I loved him. I still do. Just so much more than anyone thought. He promised he loved me just as much.
I gave him everything, I tried my best to make him happy all the time because I knew he could get a little mad and I have experienced it a few times,
and that's not what I wanted to go through again.
Everything was fine for a few weeks and he didn't get mad as easily as usual, I wanted to know why but I didn't want to ask, taking the risk of making him mad.
I wasn't taking that risk, not after last time. I don't think he ever really meant it when he hurt me, he was just so strong and it was my fault for making him as mad as I did.
I remember my father always telling my mother that if she didn't mess up all the time everything would be better, so I learned from it.
Everything was okay until I accidentally forgot to tell him I had practice after school one day and when I came home, he was waiting for me.
I guess he forgot to let go when I told him I couldn't breathe.

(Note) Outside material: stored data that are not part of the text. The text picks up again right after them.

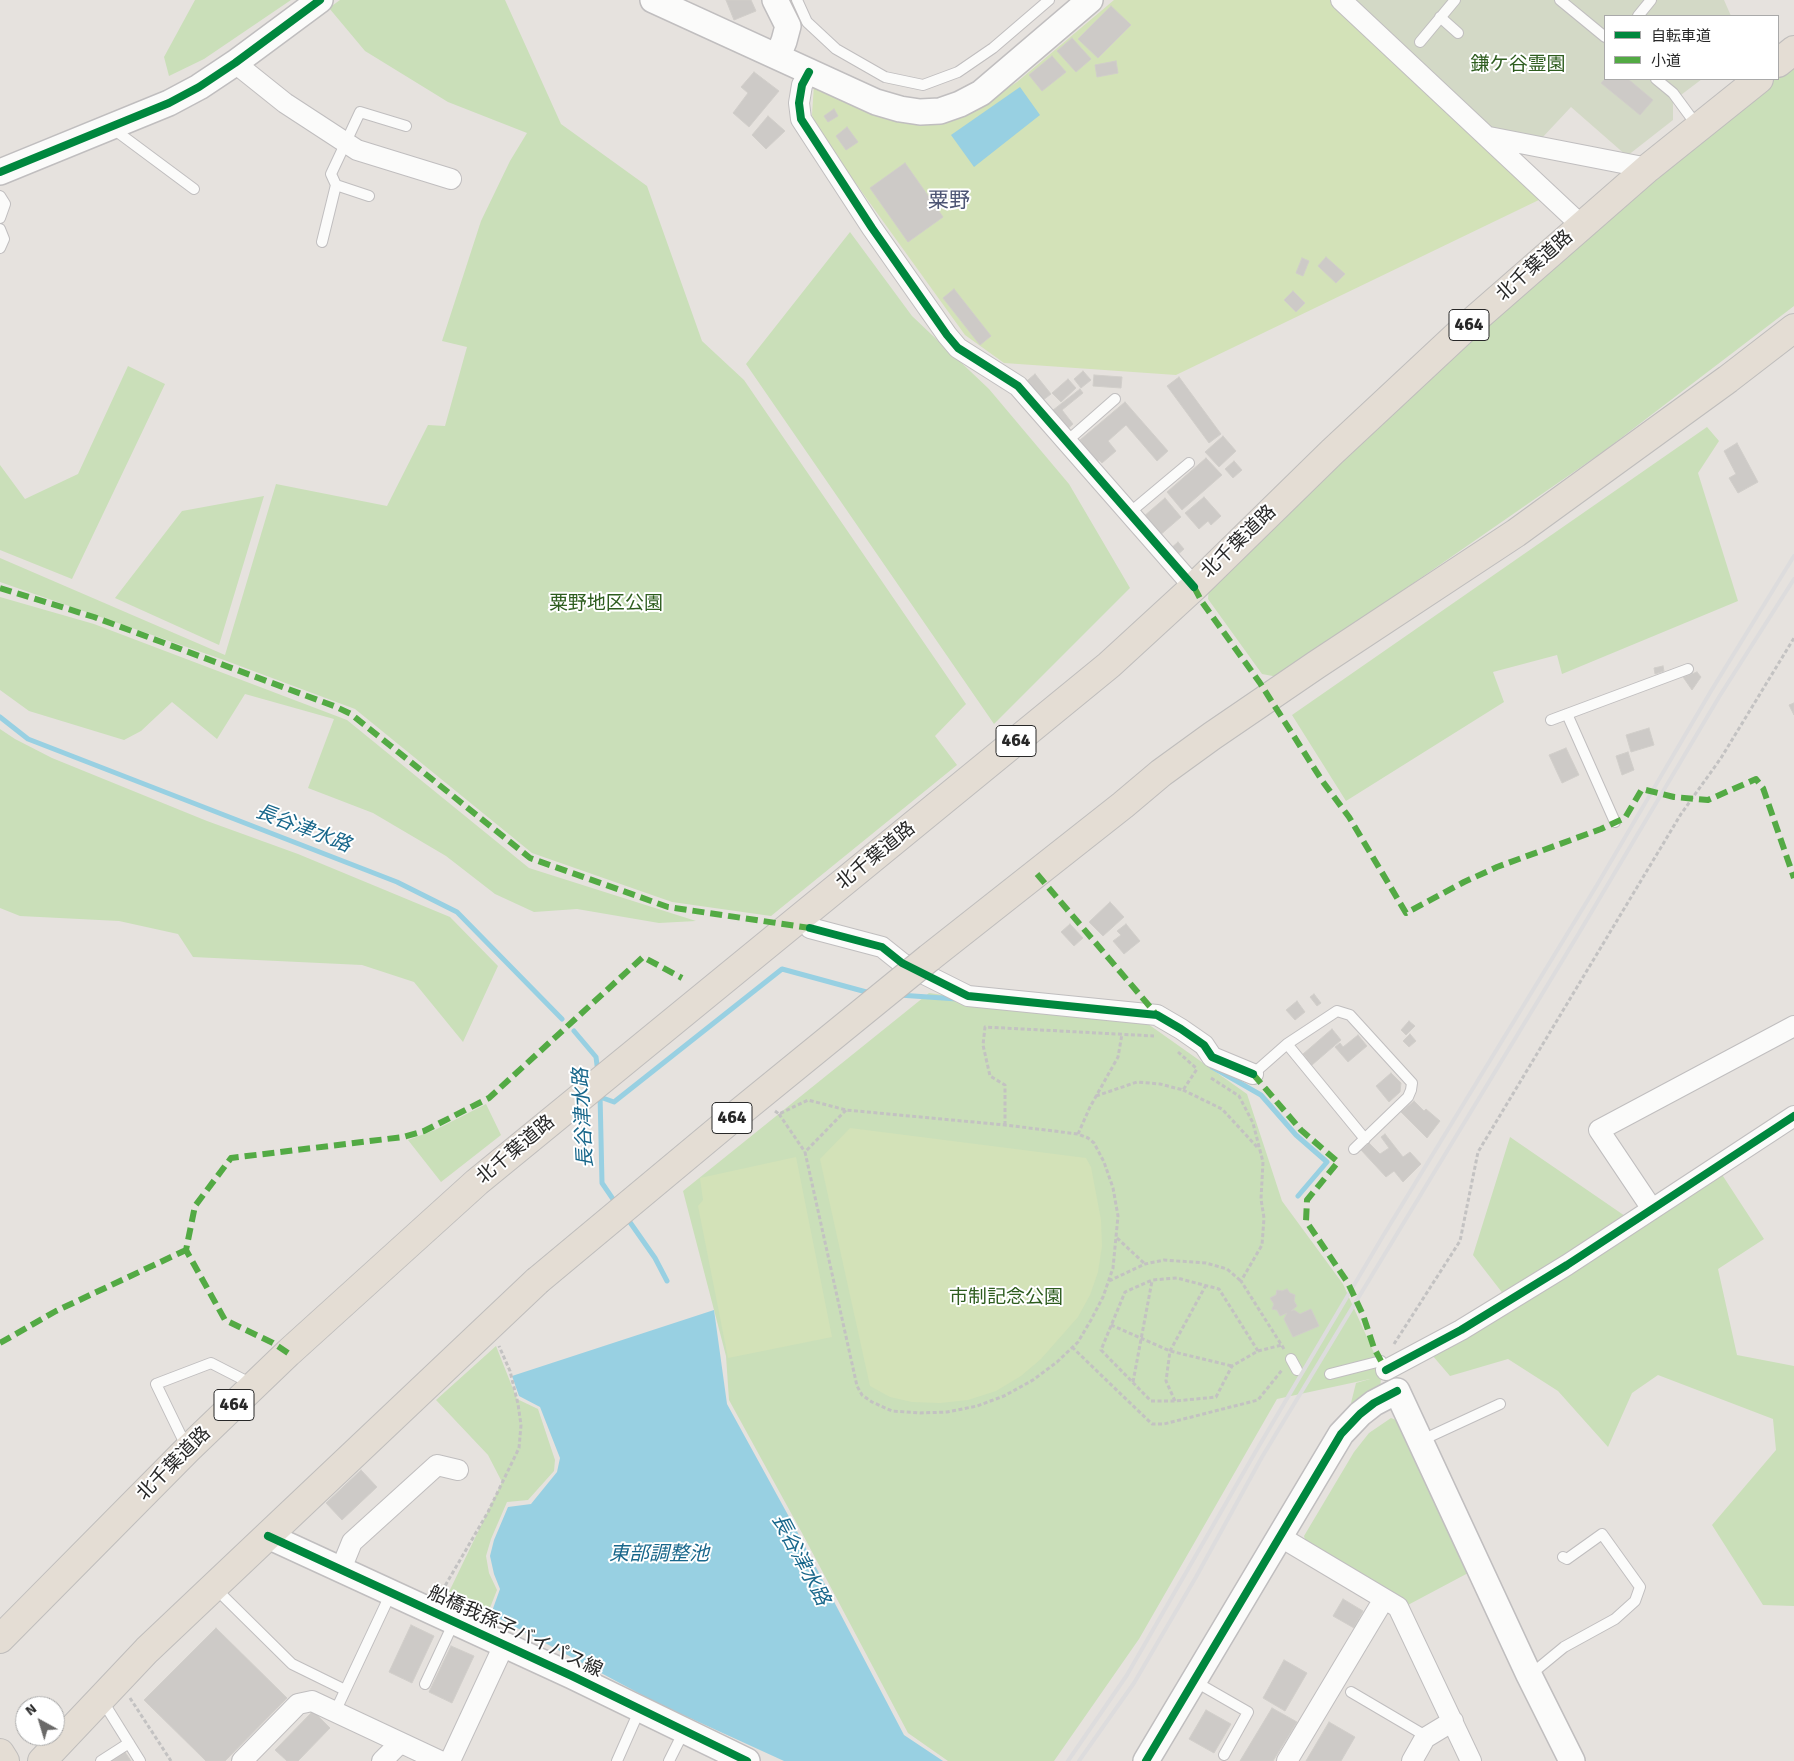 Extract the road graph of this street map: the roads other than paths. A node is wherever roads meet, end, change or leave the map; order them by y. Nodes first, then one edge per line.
1 (320, 0) edge
2 (653, 0) edge
3 (776, 0) edge
4 (797, 0) edge
5 (1049, 0) edge
6 (1090, 0) edge
7 (1341, 0) edge
8 (1455, 0) edge
9 (1560, 0) edge
10 (1651, 0) edge
11 (1639, 15) edge
12 (1440, 17) junction
13 (1458, 33) dead end
14 (1604, 36) edge
15 (1420, 42) dead end
16 (1794, 50) edge
17 (778, 56) junction
18 (235, 62) junction
19 (1779, 62) edge
20 (808, 72) junction
21 (1657, 80) edge
22 (1758, 80) edge
23 (406, 126) dead end
24 (111, 128) junction
25 (1699, 128) junction
26 (1489, 137) junction
27 (346, 144) junction
28 (1648, 168) junction
29 (0, 172) edge
30 (451, 179) dead end
31 (336, 185) junction
32 (194, 189) dead end
33 (0, 196) edge
34 (369, 196) dead end
35 (0, 218) edge
36 (1581, 225) junction
37 (0, 228) edge
38 (322, 242) dead end
39 (0, 248) edge
40 (1794, 328) edge
41 (1115, 399) dead end
42 (1066, 442) junction
43 (1189, 463) dead end
44 (1128, 514) junction
45 (1194, 587) junction
46 (1688, 669) dead end
47 (1568, 714) junction
48 (1551, 720) dead end
49 (1615, 822) dead end
50 (810, 928) dead end
51 (1794, 1026) edge
52 (1287, 1044) junction
53 (1253, 1074) joint
54 (1794, 1116) edge
55 (1365, 1139) junction
56 (1354, 1148) dead end
57 (1652, 1209) junction
58 (1290, 1359) road end
59 (1383, 1366) junction
60 (1297, 1370) dead end
61 (1330, 1374) dead end
62 (255, 1385) junction
63 (1397, 1391) junction
64 (1500, 1404) dead end
65 (1420, 1441) junction
66 (188, 1449) junction
67 (458, 1470) dead end
68 (268, 1536) junction
69 (1279, 1536) junction
70 (1563, 1557) dead end
71 (341, 1569) junction
72 (214, 1588) junction
73 (391, 1592) junction
74 (1384, 1599) junction
75 (455, 1622) junction
76 (0, 1639) edge
77 (504, 1645) junction
78 (1529, 1675) junction
79 (1193, 1681) junction
80 (425, 1684) dead end
81 (345, 1690) junction
82 (1351, 1692) dead end
83 (102, 1699) junction
84 (640, 1709) junction
85 (335, 1712) junction
86 (1453, 1721) junction
87 (684, 1731) junction
88 (1425, 1738) junction
89 (129, 1743) junction
90 (400, 1743) junction
91 (0, 1752) edge
92 (1224, 1755) dead end
93 (5, 1761) edge
94 (42, 1761) edge
95 (101, 1761) edge
96 (140, 1761) edge
97 (242, 1761) edge
98 (382, 1761) edge
99 (440, 1761) edge
100 (450, 1761) edge
101 (617, 1761) edge
102 (669, 1761) edge
103 (747, 1761) edge
104 (1146, 1761) edge
105 (1288, 1761) edge
106 (1412, 1761) edge
107 (1471, 1761) edge
108 (1572, 1761) edge

1 - 18 street
2 - 17 street
3 - 17 street
4 - 5 lane
6 - 20 street
7 - 26 street
8 - 12 lane
9 - 14 lane
10 - 11 lane
12 - 13 lane
12 - 15 lane
16 - 19 highway
17 - 20 street
18 - 24 street
18 - 27 street
20 - 42 street
21 - 25 lane
22 - 25 highway, 北千葉道路 / 464
23 - 27 lane
24 - 29 street
24 - 32 lane
25 - 28 highway, 北千葉道路 / 464
26 - 28 street
26 - 36 street
27 - 30 street
27 - 31 lane
28 - 36 highway, 北千葉道路 / 464
31 - 34 lane
31 - 38 lane
33 - 35 lane
36 - 45 highway, 北千葉道路 / 464
37 - 39 lane
40 - 68 highway, 464, bridge
41 - 42 lane
42 - 44 street
43 - 44 lane
44 - 45 street
45 - 62 highway, 北千葉道路 / 464
46 - 47 lane
47 - 48 lane
47 - 49 lane
50 - 53 street
51 - 57 street
52 - 53 lane
52 - 55 lane
52 - 55 lane
54 - 57 street
55 - 56 lane
57 - 59 street
58 - 60 lane
59 - 61 lane
59 - 63 street
62 - 66 highway, 北千葉道路 / 464
62 - 66 lane
63 - 65 street
63 - 69 street
64 - 65 lane
65 - 78 street
66 - 76 highway, 北千葉道路 / 464
67 - 71 street
68 - 71 street, 船橋我孫子バイパス線
68 - 72 highway, 464
69 - 74 street
69 - 79 street
70 - 78 lane
71 - 73 street, 船橋我孫子バイパス線
72 - 81 lane
72 - 83 highway, 464
73 - 75 street, 船橋我孫子バイパス線
73 - 81 lane
74 - 86 street
74 - 105 street
75 - 77 street, 船橋我孫子バイパス線
75 - 80 lane
77 - 84 street, 船橋我孫子バイパス線
77 - 100 street
78 - 108 street
79 - 92 lane
79 - 104 street
81 - 85 lane
82 - 88 lane
83 - 89 lane
83 - 94 highway, 464
84 - 87 street, 船橋我孫子バイパス線
84 - 101 lane
85 - 90 street
85 - 97 street
86 - 88 street
86 - 107 street
87 - 102 lane
87 - 103 street, 船橋我孫子バイパス線
88 - 106 street
89 - 95 lane
89 - 96 lane
90 - 98 street
90 - 99 street
91 - 93 highway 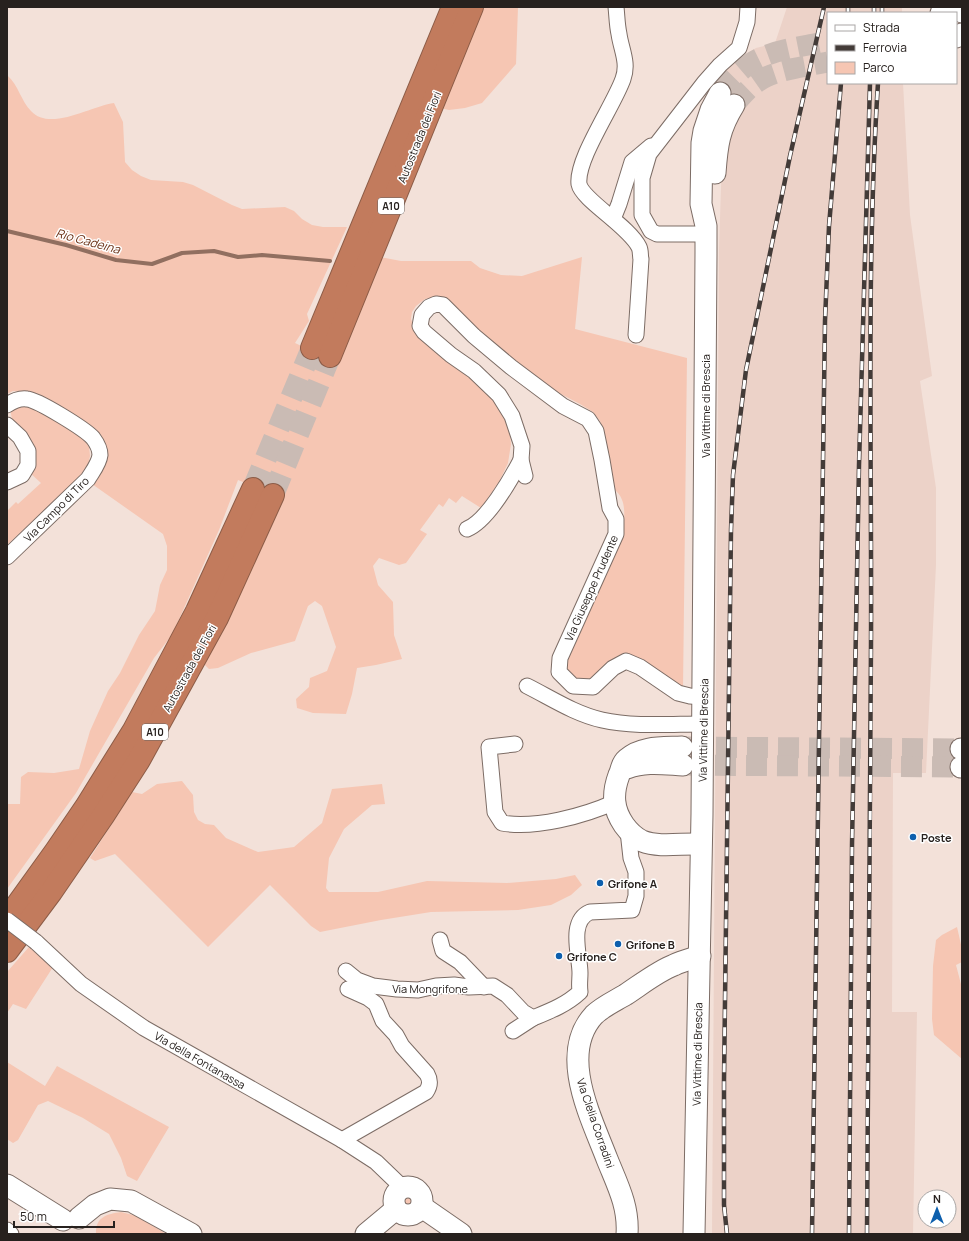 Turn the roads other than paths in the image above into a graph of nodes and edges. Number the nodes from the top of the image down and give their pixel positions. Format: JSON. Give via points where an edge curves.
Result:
{"nodes":[{"id":1,"x":453,"y":7,"type":"edge"},
{"id":2,"x":472,"y":7,"type":"edge"},
{"id":3,"x":616,"y":7,"type":"edge"},
{"id":4,"x":748,"y":7,"type":"edge"},
{"id":5,"x":432,"y":82,"type":"junction"},
{"id":6,"x":727,"y":99,"type":"tunnel mouth"},
{"id":7,"x":658,"y":140,"type":"junction"},
{"id":8,"x":613,"y":219,"type":"junction"},
{"id":9,"x":706,"y":230,"type":"junction"},
{"id":10,"x":636,"y":335,"type":"dead end"},
{"id":11,"x":321,"y":352,"type":"tunnel mouth"},
{"id":12,"x":7,"y":405,"type":"edge"},
{"id":13,"x":7,"y":425,"type":"edge"},
{"id":14,"x":521,"y":460,"type":"junction"},
{"id":15,"x":525,"y":476,"type":"dead end"},
{"id":16,"x":7,"y":482,"type":"edge"},
{"id":17,"x":467,"y":529,"type":"dead end"},
{"id":18,"x":7,"y":557,"type":"edge"},
{"id":19,"x":527,"y":686,"type":"dead end"},
{"id":20,"x":703,"y":697,"type":"junction"},
{"id":21,"x":703,"y":724,"type":"junction"},
{"id":22,"x":515,"y":744,"type":"dead end"},
{"id":23,"x":683,"y":756,"type":"tunnel mouth"},
{"id":24,"x":615,"y":802,"type":"junction"},
{"id":25,"x":628,"y":831,"type":"junction"},
{"id":26,"x":700,"y":844,"type":"junction"},
{"id":27,"x":7,"y":919,"type":"edge"},
{"id":28,"x":440,"y":940,"type":"dead end"},
{"id":29,"x":7,"y":950,"type":"edge"},
{"id":30,"x":700,"y":956,"type":"junction"},
{"id":31,"x":346,"y":971,"type":"dead end"},
{"id":32,"x":484,"y":988,"type":"junction"},
{"id":33,"x":348,"y":989,"type":"dead end"},
{"id":34,"x":533,"y":1018,"type":"junction"},
{"id":35,"x":513,"y":1031,"type":"dead end"},
{"id":36,"x":342,"y":1140,"type":"junction"},
{"id":37,"x":7,"y":1185,"type":"edge"},
{"id":38,"x":402,"y":1188,"type":"junction"},
{"id":39,"x":422,"y":1207,"type":"junction"},
{"id":40,"x":396,"y":1209,"type":"junction"},
{"id":41,"x":72,"y":1227,"type":"edge"},
{"id":42,"x":7,"y":1230,"type":"edge"},
{"id":43,"x":11,"y":1234,"type":"edge"},
{"id":44,"x":192,"y":1234,"type":"edge"},
{"id":45,"x":366,"y":1234,"type":"edge"},
{"id":46,"x":461,"y":1234,"type":"edge"},
{"id":47,"x":627,"y":1234,"type":"edge"},
{"id":48,"x":694,"y":1234,"type":"edge"}],
"edges":[{"from":1,"to":5,"type":"highway","name":"Autostrada dei Fiori","number":"A10"},
{"from":2,"to":5,"type":"highway","name":"Autostrada dei Fiori","number":"A10"},
{"from":3,"to":8,"type":"street","via":[[626,65],[623,78],[580,170],[579,185],[584,194]]},
{"from":4,"to":7,"type":"street","via":[[747,22],[739,48],[704,83]]},
{"from":5,"to":11,"type":"highway","name":"Autostrada dei Fiori","number":"A10"},
{"from":6,"to":9,"type":"street","name":"Via Vittime di Brescia","via":[[711,110],[703,137],[701,204]]},
{"from":7,"to":8,"type":"street","via":[[632,162]]},
{"from":7,"to":9,"type":"street","via":[[649,154],[642,178],[642,215],[647,226],[656,234]]},
{"from":8,"to":10,"type":"street","via":[[628,232],[640,248]]},
{"from":9,"to":20,"type":"street","name":"Via Vittime di Brescia"},
{"from":12,"to":18,"type":"street","name":"Via Campo di Tiro","via":[[23,399],[34,401],[88,433],[99,448],[100,454],[88,479]]},
{"from":13,"to":16,"type":"street","via":[[20,437],[28,451],[28,465],[22,475]]},
{"from":14,"to":15,"type":"street","name":"Via Giuseppe Prudente"},
{"from":14,"to":17,"type":"street","via":[[511,479],[480,521]]},
{"from":14,"to":20,"type":"street","name":"Via Giuseppe Prudente","via":[[522,446],[512,416],[499,395],[420,326],[422,315],[429,307],[443,305],[474,336],[511,367],[563,406],[588,419],[596,431],[610,508],[616,519],[616,534],[560,658],[559,672],[573,686],[593,687],[613,668],[626,661],[640,667],[678,693]]},
{"from":19,"to":21,"type":"street","via":[[584,715],[602,720]]},
{"from":20,"to":21,"type":"street","name":"Via Vittime di Brescia"},
{"from":21,"to":26,"type":"street","name":"Via Vittime di Brescia"},
{"from":22,"to":24,"type":"street","via":[[489,747],[495,812],[502,823],[538,824],[574,817]]},
{"from":23,"to":24,"type":"street","via":[[645,749],[626,759],[621,766]]},
{"from":24,"to":25,"type":"street","via":[[618,816]]},
{"from":25,"to":26,"type":"street","via":[[643,841],[657,844]]},
{"from":25,"to":34,"type":"street","via":[[631,858],[636,872],[636,896],[632,910],[590,912],[584,915],[576,938],[580,992],[552,1011]]},
{"from":26,"to":30,"type":"street","name":"Via Vittime di Brescia"},
{"from":27,"to":29,"type":"highway","name":"Autostrada dei Fiori","number":"A10","via":[[86,807],[134,730],[263,492],[217,618],[139,760],[51,892]]},
{"from":27,"to":36,"type":"street","name":"Via della Fontanassa","bridge":true,"via":[[82,984],[144,1028]]},
{"from":28,"to":32,"type":"street","via":[[443,951],[460,962]]},
{"from":30,"to":47,"type":"street","name":"Via Clelia Corradini","via":[[674,965],[596,1014],[582,1033],[578,1074],[596,1129],[626,1204]]},
{"from":30,"to":48,"type":"street","name":"Via Vittime di Brescia"},
{"from":31,"to":32,"type":"street","name":"Via Mongrifone","via":[[357,980],[373,986],[418,990],[454,985]]},
{"from":32,"to":34,"type":"street","name":"Via Mongrifone","via":[[493,986],[498,989]]},
{"from":33,"to":36,"type":"street","via":[[376,1004],[383,1021],[430,1079],[426,1092]]},
{"from":34,"to":35,"type":"street"},
{"from":36,"to":38,"type":"street","name":"Via della Fontanassa","via":[[376,1162]]},
{"from":37,"to":41,"type":"street"},
{"from":38,"to":39,"type":"street","via":[[410,1186],[418,1190],[423,1197]]},
{"from":38,"to":40,"type":"street","via":[[396,1193]]},
{"from":39,"to":40,"type":"street","via":[[410,1216]]},
{"from":39,"to":46,"type":"street"},
{"from":40,"to":45,"type":"street"},
{"from":41,"to":44,"type":"street","via":[[95,1205],[110,1199],[131,1201]]},
{"from":42,"to":43,"type":"street"}]}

Maybe he didn't mean to be so rough, I shouldn't have messed up, maybe it was just a really bad mistake this time, maybe he didn't want me to forget but he never let go.
I loved him so much I was willing to give him everything, including my last breath of air. The way my everything and here I am, nothing. I still love him..
Deep down I feel like he feels bad for what he did but he never showed it, so maybe I am wrong. I was so in love I was blind to it.
I still think it is my fault, maybe I should've worked harder or let him know sooner. Either way I don't blame him, I just wished he would have let go when I started to pass out.
I know he cares though because I remember him saying he loved me just before everything went black.
It's weird though because I was told that after you have died you went to heaven and I'm still here ...maybe it's to watch over him or maybe it's because I still love him even after what he did.
After all isn't that what love is all about? Forgiveness? All I ever wanted was to make him as happy as he made me sometimes.
Yeah I walked away with a few bruises here and there but at least he always made up for it in the end, he would say he was sorry and that he loved me and we would get married one day,
or if it was really bad he would bring me my favorite flowers. It was my fault though, he told me to tell him and I forgot to, so I deserved it.
I just wish I would've made it clearer that I couldn't breathe, but what can I say? You do crazy things when you're in love.